DANR Water Quality Monitoring Access Portal



Use the Water Quality Monitoring Access Portal to search and view waterbodies and their associated monitoring stations, as well as access a host of other water quality related information.
Using the Map

  • Click on a lake or stream to view summary graphs of recent water quality data (Water Quality Dashboard), access a list of links to individual monitoring stations where data can be viewed and downloaded (Monitoring Data), view water quality reports and project information (Projects and Reports), and see water quality assessments from the latest South Dakota Integrated Report for Surface Water Quality Assessment (Support Status).
  • Dots on the map represent water quality monitoring stations. Click on a station to view tables of recent data from that station for select water quality parameters (parameters are types of water quality data). For an explanation of water quality parameters, click here. The table will not display if there is no recent data. All data for all parameters regardless of age can be downloaded by from each station into a Microsoft Excel spreadsheet by clicking the Download All Parameters (Excel) button.
  • Search for stations, streams, lakes, and other features using the search box and drop down menu in the upper left corner of the map.
  • Open the legend menu by clicking on the left-most icon in the top right corner of the map. The legend displays the symbols for sample collection station types (Citizens Monitoring, Chemistry, and Fish Flesh Contaminant). It also displays symbols for lakes and streams that are supporting all beneficial uses and therefore meeting water quality standards in blue. All lakes and streams that are not supporting all beneficial uses, and therefore not meeting water quality standards, are shown in red. Lake regions are displayed by colors that represent each region.
  • Open the layer menu by clicking on the middle icon in the top right corner of the map. The layer menu allows the user to turn on or off various sources of information that are displayed on the map. Stations, streams, lakes, roads, and lake regions can be turned on or off in this menu. Lake regions were produced by grouping lakes into regions based on similarities between lakes, allowing the user to compare the data of their lake of interest to other similar lakes in the same region by presenting statistical values including the lake and regional mean (average), median, maximum (max), and minimum (min) in the Water Quality Dashboard.

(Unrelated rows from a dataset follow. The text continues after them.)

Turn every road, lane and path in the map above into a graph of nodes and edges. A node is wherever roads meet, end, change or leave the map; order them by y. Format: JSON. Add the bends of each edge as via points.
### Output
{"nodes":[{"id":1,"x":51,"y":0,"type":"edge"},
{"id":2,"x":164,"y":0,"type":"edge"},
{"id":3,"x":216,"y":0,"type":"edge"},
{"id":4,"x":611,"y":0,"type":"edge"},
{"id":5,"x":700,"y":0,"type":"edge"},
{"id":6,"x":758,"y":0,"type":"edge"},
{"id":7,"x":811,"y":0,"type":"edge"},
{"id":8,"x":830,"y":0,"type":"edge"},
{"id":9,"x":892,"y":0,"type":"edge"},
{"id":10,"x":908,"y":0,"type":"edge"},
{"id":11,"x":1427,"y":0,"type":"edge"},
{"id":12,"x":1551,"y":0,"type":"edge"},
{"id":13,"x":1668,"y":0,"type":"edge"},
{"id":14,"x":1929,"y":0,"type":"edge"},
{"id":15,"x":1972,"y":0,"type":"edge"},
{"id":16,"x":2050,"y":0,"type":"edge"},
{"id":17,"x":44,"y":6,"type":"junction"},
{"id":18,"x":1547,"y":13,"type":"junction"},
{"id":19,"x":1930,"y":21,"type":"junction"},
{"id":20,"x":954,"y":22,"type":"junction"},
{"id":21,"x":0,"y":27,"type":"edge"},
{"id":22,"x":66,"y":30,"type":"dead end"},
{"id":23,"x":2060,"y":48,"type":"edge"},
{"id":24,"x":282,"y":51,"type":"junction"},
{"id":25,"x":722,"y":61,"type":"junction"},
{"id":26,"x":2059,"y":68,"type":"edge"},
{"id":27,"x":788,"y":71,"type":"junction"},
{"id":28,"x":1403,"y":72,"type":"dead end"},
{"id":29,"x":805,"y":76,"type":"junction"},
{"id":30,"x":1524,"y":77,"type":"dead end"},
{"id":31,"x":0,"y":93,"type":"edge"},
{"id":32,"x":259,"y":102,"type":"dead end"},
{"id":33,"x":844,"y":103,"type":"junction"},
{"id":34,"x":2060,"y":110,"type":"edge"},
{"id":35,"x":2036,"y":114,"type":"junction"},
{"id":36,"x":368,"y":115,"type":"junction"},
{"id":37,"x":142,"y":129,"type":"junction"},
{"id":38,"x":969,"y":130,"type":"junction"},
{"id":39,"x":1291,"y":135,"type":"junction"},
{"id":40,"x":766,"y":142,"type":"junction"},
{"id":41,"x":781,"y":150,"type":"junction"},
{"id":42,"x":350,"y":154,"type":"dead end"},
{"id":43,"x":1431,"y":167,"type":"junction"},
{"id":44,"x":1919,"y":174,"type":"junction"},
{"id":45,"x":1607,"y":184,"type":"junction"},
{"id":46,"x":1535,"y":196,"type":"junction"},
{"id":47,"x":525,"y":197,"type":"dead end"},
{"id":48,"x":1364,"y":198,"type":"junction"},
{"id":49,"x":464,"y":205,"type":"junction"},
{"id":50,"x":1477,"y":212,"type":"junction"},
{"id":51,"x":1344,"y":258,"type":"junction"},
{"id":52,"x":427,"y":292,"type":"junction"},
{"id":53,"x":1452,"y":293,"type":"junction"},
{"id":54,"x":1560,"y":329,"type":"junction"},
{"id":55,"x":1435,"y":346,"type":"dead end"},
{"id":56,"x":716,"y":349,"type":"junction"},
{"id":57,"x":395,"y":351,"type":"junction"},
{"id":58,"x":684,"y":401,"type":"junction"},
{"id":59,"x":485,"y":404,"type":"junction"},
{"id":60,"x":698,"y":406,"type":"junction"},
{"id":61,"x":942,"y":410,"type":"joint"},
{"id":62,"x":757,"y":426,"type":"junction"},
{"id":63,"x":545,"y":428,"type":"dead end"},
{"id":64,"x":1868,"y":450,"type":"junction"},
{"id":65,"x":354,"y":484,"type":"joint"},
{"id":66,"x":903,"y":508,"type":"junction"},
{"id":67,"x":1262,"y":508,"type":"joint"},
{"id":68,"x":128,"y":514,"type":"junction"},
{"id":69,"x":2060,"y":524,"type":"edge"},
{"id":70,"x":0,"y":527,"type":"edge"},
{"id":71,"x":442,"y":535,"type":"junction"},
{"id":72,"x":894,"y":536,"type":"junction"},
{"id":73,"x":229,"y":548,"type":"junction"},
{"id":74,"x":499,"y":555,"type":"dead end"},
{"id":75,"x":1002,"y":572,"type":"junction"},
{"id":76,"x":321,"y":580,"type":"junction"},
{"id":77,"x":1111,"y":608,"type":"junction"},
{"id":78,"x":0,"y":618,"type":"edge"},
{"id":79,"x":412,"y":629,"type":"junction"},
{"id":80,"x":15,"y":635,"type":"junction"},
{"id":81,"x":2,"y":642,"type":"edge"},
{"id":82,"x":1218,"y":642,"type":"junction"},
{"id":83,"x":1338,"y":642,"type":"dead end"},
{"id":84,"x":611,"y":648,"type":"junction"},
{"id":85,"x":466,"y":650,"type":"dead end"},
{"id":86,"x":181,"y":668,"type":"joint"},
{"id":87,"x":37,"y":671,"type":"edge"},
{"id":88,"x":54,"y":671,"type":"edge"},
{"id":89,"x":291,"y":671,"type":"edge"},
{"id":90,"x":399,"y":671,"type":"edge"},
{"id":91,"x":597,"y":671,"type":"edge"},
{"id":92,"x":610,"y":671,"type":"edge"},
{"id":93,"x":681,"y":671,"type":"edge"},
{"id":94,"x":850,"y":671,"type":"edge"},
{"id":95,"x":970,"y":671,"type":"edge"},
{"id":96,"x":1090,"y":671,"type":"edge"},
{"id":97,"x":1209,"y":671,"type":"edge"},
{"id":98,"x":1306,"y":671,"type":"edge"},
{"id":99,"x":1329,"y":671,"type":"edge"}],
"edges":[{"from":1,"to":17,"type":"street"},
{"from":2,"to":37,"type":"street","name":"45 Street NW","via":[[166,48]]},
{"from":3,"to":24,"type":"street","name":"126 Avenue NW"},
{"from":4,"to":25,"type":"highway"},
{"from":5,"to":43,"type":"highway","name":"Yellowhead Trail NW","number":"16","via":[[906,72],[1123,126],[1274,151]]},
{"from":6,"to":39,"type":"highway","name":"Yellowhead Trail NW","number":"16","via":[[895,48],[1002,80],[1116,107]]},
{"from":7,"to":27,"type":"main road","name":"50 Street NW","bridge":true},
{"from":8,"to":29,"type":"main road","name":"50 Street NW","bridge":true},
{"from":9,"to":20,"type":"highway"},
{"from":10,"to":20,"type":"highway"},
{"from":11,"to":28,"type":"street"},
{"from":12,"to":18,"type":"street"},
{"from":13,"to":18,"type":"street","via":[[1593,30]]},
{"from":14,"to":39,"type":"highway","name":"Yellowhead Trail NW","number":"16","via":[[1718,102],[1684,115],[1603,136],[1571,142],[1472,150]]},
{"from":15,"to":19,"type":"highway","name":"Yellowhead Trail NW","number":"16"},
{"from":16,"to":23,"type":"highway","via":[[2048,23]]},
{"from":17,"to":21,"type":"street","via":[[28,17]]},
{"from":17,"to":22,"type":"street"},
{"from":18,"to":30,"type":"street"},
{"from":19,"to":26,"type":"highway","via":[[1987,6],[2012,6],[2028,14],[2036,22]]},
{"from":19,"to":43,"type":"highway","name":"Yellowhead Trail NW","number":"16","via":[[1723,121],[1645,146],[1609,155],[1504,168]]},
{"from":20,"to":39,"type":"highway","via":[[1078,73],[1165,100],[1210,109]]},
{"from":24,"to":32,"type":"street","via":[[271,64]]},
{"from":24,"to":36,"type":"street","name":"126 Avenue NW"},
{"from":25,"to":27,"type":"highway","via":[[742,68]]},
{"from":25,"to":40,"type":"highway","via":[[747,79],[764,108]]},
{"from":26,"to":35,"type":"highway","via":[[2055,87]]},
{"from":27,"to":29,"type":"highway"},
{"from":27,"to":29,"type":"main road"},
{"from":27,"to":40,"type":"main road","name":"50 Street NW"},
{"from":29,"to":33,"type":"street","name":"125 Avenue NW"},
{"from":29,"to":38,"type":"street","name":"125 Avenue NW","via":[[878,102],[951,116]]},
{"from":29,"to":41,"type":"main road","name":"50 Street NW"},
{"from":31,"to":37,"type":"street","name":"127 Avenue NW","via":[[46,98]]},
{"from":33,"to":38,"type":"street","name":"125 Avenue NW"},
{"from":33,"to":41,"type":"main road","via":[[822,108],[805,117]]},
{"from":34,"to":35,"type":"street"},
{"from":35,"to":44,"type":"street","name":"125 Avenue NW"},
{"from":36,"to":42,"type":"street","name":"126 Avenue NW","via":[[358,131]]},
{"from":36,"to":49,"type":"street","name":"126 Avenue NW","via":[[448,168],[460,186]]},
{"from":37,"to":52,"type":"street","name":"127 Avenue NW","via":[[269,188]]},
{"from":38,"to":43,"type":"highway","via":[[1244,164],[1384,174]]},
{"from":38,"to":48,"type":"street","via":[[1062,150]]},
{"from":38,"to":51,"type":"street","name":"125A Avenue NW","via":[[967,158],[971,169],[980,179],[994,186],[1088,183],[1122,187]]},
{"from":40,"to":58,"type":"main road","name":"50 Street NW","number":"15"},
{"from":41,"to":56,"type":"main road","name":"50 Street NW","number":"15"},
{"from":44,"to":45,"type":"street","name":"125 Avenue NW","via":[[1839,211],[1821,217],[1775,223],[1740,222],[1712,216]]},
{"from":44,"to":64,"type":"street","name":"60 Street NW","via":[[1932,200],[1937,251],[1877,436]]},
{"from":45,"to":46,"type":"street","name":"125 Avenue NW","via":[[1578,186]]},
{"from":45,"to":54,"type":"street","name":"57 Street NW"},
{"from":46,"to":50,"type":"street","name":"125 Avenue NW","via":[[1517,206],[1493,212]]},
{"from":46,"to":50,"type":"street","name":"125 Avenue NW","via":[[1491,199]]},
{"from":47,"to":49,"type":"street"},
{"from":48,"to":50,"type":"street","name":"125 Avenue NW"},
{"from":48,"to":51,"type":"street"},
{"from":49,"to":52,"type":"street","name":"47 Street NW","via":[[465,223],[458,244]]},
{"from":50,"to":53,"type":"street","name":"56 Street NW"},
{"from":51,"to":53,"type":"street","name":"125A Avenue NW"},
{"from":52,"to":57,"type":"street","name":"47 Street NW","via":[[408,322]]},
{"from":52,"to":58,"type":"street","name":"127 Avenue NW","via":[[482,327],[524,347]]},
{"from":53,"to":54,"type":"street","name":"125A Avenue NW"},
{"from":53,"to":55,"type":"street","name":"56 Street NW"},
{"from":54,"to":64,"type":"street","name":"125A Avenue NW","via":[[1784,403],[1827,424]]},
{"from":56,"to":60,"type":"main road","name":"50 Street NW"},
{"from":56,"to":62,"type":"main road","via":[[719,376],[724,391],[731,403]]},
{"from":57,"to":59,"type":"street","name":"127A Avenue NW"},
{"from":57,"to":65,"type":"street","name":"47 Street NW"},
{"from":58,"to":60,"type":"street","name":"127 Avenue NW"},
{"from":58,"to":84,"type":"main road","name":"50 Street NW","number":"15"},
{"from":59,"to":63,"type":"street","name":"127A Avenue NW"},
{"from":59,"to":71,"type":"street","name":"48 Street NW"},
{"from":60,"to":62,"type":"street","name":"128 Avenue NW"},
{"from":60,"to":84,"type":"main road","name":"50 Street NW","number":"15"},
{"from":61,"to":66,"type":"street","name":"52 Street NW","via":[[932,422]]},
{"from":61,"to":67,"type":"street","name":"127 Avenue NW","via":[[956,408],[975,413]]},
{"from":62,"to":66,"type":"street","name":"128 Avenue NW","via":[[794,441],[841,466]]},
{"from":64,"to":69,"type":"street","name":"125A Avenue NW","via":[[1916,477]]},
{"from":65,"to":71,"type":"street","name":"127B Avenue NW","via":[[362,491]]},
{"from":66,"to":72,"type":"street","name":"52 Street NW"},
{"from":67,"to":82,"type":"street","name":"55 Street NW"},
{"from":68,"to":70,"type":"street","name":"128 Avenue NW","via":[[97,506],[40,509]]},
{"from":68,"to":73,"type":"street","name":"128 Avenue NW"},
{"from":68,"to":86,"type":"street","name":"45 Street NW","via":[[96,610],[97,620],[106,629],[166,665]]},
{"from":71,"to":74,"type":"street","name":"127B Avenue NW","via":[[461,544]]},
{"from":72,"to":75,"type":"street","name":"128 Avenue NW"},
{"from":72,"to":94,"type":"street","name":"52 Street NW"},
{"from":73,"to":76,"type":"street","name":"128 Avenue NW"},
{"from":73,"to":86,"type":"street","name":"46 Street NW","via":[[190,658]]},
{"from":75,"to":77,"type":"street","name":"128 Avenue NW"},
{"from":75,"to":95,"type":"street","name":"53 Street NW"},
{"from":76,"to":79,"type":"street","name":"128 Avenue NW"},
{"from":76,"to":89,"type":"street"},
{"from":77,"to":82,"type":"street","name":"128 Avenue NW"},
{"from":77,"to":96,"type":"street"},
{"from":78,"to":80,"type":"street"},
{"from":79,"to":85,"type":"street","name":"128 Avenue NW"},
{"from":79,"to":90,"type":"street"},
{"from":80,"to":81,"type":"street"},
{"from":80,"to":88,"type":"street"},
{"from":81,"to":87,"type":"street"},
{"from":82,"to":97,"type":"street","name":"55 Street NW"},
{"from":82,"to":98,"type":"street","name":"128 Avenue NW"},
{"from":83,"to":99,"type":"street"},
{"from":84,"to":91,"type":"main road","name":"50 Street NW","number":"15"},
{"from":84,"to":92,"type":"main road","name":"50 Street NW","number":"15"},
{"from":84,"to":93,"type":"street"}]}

Interpreting Graphs in the Water Quality Dashboard

Graphs in the Water Quality Dashboard present sample data for each assessment unit. Assessment units are lakes or segments of rivers and streams that are used to classify waters of the state for the purpose of assessing their water quality. Graphs include lines displaying water quality standards where applicable and, for lakes only, regional moving averages for select parameters. These lines can be turned on and off by checking the box associated with the line for the standard or regional moving average. More than one standard line may exist for water quality parameters where there is more than one threshold. E. coli standards include a threshold for single samples and a separate threshold for the geometric mean of a minimum of five samples collected in a 30 day period. Total Suspended Solids standards, in most cases, also have two thresholds - one for single samples and another separate threshold for the average of 5 samples collected within a 30 day period.

Interpreting Support Status

The beneficial use support status for each waterbody is presented in the “Support Status” tab. All waters in South Dakota are designated beneficial uses, which are uses for the waterbody deemed to be appropriate to the waterbody’s attributes. Examples of beneficial uses are Domestic Water Supply (drinking water), Irrigation, Limited Contact Recreation Waters (e.g. boating, fishing, kayaking), Immersion Recreation Waters (swimming, water skiing), and various beneficial uses designed to protect fisheries (e.g. Warmwater Marginal Fish Life Propagation, Coldwater Permanent Fish Life Propagation). Each beneficial use also assigns water quality standards for parameters that are important to protecting the beneficial use. For example, the Immersion Recreation beneficial use assigns a standard for E. coli to protect people recreating in the water from getting sick from bacteria, and the beneficial uses for fisheries assign standards for dissolved oxygen to protect fish from low oxygen levels that would cause fish kills. If all water quality standards associated with the beneficial uses assigned to a waterbody are being met, it is considered to be in full support of its beneficial uses. If one or more of the standards for a beneficial use is not being met, that waterbody is not in full support of its beneficial uses. Beneficial use support status is assessed every 2 years and is presented to the public in the South Dakota Integrated Report for Surface Water Quality Assessment.

Accessing and Viewing Total Maximum Daily Load (TMDL) Reports and Other Documents

Waters that are not in full support of their beneficial uses require a Total Maximum Daily Load (TMDL) report under the federal Clean Water Act. These reports detail the sources of pollution for the parameter of concern, and develop recommendations for how much of a pollutant can be in a waterbody while still meeting water quality standards and supporting its beneficial uses. TMDL reports are presented as links in the Projects and Reports tab. Other water quality documents are also available, such as watershed assessment project reports, watershed improvement project reports, and watershed strategic plans. These documents for each waterbody are linked in the Projects and Reports tab.